=== MATERIALS PROVIDED ===

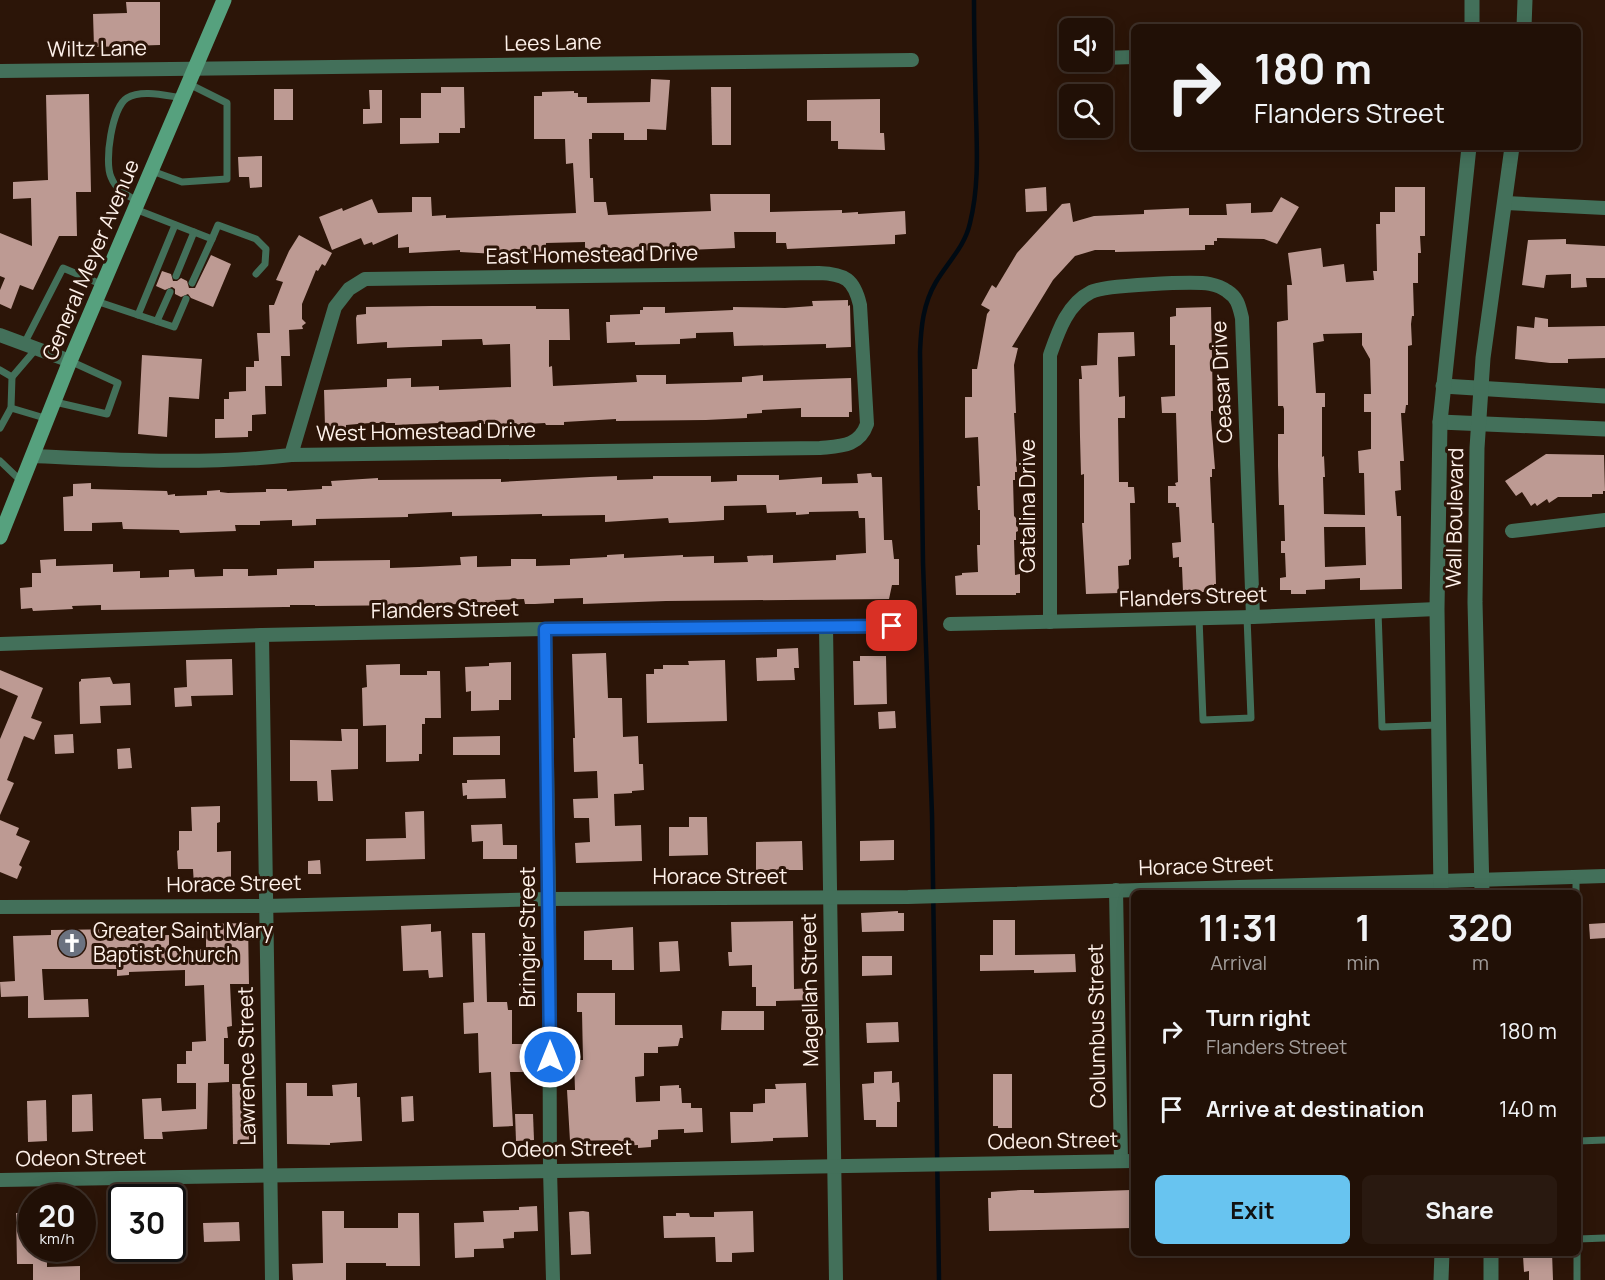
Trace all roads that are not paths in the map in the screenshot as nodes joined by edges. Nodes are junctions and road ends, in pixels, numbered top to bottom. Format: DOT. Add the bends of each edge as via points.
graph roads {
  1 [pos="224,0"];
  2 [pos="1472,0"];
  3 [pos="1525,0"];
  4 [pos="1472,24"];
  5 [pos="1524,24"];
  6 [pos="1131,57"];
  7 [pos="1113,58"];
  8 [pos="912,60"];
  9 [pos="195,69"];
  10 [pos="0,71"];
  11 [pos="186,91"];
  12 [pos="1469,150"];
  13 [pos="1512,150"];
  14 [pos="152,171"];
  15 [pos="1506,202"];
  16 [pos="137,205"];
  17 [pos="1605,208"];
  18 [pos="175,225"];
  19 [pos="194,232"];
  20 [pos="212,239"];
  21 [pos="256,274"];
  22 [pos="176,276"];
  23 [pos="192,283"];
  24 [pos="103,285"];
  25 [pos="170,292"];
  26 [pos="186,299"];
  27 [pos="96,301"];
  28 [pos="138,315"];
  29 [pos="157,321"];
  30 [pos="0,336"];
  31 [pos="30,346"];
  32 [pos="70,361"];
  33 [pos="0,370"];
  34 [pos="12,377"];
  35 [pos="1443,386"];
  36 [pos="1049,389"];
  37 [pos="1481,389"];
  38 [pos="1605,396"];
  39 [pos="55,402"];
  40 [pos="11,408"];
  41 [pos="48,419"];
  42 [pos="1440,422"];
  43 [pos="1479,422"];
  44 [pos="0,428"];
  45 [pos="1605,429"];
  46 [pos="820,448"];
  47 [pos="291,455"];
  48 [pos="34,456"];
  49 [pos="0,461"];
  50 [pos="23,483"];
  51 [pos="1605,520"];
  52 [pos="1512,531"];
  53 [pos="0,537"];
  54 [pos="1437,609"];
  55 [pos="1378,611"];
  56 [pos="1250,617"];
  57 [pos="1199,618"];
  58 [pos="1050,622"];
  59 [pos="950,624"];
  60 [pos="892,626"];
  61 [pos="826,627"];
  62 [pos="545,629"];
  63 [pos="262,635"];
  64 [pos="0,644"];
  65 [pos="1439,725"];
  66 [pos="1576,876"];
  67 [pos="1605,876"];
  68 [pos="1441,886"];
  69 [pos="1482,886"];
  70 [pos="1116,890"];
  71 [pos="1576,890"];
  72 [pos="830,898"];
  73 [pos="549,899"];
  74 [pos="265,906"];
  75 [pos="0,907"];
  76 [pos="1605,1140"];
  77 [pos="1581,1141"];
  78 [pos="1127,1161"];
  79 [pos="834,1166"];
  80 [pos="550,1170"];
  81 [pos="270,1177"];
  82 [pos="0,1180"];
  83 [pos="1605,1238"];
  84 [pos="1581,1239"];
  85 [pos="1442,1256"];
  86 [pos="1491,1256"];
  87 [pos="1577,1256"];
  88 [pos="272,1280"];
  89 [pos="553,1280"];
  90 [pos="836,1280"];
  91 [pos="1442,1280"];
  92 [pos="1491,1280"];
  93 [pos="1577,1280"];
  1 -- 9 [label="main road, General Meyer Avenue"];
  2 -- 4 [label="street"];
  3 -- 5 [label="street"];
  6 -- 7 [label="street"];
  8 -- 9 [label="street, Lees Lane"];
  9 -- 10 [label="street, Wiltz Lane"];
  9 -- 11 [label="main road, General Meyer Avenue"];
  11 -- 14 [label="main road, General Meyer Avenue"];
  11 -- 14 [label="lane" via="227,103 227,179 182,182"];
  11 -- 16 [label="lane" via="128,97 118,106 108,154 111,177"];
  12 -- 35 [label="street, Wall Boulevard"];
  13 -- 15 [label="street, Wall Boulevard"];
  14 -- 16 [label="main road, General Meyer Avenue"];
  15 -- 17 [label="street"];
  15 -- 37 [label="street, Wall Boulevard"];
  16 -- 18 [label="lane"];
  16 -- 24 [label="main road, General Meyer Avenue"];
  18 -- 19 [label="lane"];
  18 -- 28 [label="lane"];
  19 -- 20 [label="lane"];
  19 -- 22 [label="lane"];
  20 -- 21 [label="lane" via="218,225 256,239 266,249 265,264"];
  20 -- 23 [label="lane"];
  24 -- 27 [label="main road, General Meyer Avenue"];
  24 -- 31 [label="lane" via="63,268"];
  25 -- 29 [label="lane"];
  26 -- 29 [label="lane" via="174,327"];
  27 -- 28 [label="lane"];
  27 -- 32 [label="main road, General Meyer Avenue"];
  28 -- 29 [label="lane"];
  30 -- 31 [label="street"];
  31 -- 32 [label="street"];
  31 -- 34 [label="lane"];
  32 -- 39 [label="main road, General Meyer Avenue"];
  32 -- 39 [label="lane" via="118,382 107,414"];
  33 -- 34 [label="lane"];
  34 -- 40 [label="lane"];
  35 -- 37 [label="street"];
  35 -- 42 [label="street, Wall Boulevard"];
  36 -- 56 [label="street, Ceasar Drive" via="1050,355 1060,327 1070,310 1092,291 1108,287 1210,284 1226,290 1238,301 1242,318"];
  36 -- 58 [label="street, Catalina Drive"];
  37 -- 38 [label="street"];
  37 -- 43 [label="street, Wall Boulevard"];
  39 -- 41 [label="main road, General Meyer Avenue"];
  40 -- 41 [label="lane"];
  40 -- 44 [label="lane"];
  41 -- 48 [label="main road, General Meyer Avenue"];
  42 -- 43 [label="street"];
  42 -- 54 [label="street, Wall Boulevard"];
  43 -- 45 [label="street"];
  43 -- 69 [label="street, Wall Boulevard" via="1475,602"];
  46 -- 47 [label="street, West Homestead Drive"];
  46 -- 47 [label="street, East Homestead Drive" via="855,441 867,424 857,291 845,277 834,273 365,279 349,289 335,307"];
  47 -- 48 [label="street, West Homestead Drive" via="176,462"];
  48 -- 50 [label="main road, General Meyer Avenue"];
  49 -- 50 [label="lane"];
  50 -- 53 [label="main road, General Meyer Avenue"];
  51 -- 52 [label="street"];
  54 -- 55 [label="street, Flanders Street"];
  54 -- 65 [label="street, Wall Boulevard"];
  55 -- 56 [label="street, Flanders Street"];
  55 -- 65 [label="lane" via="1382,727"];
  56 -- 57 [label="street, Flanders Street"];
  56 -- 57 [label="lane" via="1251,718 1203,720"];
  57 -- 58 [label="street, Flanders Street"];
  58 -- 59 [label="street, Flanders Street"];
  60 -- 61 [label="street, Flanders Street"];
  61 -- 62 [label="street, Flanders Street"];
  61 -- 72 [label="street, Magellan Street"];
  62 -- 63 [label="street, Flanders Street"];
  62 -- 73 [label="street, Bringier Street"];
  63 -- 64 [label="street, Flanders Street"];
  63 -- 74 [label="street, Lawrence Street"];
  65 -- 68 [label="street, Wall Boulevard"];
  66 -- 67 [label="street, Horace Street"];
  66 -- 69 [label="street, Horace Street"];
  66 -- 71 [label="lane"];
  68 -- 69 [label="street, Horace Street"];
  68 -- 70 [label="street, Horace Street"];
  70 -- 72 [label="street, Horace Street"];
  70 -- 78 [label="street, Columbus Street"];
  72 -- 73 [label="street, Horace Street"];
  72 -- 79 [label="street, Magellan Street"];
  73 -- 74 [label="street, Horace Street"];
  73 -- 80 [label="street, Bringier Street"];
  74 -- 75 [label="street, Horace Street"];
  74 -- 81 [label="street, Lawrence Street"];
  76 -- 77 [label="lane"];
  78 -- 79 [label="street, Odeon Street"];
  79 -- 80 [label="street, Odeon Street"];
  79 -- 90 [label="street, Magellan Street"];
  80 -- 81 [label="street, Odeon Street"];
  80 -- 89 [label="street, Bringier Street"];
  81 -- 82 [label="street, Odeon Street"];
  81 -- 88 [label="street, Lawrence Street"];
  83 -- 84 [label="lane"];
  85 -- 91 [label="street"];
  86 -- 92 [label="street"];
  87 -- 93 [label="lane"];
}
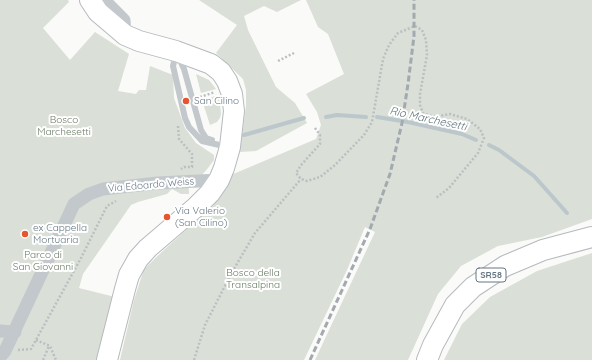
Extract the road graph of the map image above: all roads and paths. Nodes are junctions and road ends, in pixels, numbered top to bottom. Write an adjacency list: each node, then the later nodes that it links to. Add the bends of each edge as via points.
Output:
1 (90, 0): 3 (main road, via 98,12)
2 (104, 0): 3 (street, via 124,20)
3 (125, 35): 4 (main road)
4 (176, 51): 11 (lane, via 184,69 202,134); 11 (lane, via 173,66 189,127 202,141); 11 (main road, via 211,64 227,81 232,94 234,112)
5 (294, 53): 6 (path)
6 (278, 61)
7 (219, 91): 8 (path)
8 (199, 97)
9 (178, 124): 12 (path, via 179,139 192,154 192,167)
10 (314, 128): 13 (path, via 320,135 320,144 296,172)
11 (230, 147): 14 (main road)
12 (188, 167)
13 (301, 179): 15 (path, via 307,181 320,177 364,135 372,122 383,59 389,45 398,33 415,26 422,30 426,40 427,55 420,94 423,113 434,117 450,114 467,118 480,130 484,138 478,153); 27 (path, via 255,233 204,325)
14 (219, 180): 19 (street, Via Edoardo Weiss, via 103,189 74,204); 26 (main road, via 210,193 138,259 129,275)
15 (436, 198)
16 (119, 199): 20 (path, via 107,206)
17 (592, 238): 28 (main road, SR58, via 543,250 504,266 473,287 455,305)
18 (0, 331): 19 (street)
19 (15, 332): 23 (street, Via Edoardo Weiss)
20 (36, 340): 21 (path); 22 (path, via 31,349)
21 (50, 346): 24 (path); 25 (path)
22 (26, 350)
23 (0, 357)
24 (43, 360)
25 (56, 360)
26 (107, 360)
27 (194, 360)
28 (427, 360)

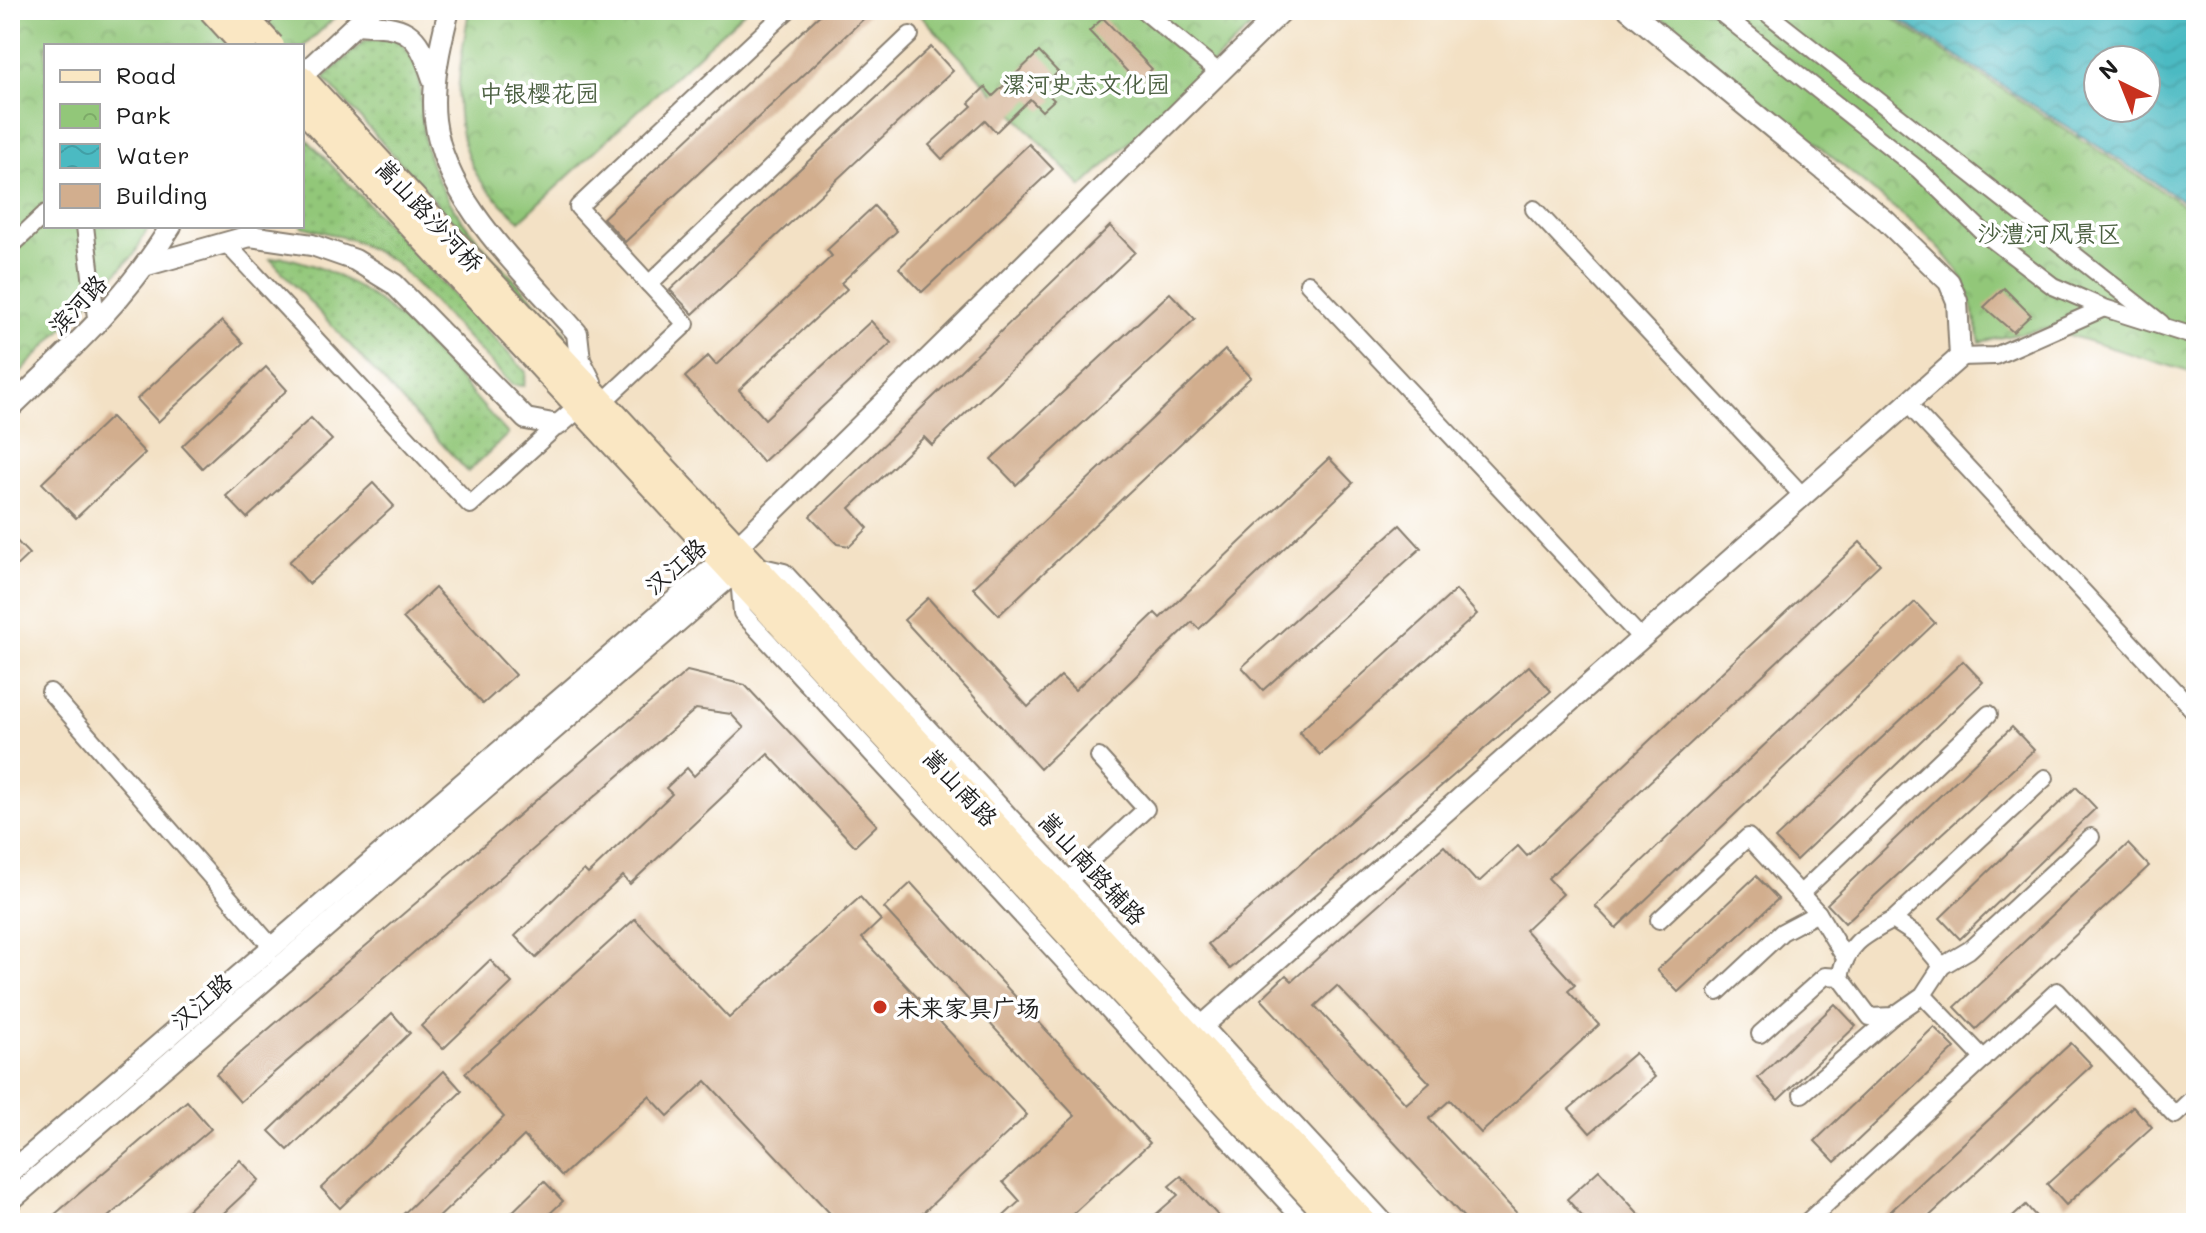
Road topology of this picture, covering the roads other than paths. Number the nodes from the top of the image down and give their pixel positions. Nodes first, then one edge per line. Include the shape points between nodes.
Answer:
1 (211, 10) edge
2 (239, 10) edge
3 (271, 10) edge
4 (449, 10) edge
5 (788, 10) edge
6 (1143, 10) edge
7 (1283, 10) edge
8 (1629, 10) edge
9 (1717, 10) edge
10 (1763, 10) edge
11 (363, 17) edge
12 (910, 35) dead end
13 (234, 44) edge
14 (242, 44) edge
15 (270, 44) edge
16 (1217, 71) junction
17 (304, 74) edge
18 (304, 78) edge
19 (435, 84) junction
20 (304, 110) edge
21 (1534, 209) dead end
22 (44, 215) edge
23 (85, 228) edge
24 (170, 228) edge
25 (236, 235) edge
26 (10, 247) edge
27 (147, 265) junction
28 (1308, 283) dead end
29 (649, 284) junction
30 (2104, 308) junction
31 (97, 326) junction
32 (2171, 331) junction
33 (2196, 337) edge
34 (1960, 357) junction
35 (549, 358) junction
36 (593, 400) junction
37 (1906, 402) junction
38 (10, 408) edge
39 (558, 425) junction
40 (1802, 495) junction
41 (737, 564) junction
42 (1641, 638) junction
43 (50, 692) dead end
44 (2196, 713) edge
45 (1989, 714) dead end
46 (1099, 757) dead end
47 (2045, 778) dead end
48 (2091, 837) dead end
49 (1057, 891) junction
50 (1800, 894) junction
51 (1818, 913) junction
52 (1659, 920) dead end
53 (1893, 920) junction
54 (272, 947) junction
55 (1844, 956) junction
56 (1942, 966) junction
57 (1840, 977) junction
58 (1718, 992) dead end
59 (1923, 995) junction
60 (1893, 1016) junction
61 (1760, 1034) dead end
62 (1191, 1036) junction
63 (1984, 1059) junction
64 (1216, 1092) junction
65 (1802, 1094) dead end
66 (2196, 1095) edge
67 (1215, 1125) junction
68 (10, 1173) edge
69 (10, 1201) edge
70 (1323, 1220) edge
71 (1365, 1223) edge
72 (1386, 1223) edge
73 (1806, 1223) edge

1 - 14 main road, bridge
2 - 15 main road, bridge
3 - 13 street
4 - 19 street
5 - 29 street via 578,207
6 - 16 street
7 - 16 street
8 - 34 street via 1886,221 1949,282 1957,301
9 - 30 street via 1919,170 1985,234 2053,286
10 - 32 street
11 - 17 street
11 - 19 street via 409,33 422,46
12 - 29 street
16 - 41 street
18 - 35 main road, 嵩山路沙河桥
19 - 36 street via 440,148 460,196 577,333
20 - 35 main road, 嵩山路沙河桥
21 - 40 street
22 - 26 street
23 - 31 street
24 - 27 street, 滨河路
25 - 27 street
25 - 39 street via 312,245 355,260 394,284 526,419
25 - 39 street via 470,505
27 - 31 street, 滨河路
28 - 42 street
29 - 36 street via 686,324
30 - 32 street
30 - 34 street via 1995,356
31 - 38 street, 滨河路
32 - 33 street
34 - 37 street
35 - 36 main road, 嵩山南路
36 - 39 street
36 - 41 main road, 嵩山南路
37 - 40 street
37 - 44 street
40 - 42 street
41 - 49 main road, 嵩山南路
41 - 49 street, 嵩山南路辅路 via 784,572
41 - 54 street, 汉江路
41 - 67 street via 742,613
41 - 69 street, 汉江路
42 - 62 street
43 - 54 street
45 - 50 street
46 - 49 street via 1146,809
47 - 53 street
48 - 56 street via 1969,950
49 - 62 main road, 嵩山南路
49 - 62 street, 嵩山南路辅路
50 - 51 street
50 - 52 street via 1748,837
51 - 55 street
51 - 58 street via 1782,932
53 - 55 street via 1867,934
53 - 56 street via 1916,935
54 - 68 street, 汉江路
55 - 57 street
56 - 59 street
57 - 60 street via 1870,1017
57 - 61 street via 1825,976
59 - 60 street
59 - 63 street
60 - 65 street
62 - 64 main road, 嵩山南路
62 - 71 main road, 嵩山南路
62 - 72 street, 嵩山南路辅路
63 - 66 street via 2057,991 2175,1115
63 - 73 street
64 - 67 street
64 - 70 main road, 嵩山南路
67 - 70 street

===

PROBLEM DESCRIPTION: When a line in the material above includes "West", report that line by copying it.

TASK RESPONSE:
  46 -- 47 [label="street, West Homestead Drive"];
  47 -- 48 [label="street, West Homestead Drive" via="176,462"];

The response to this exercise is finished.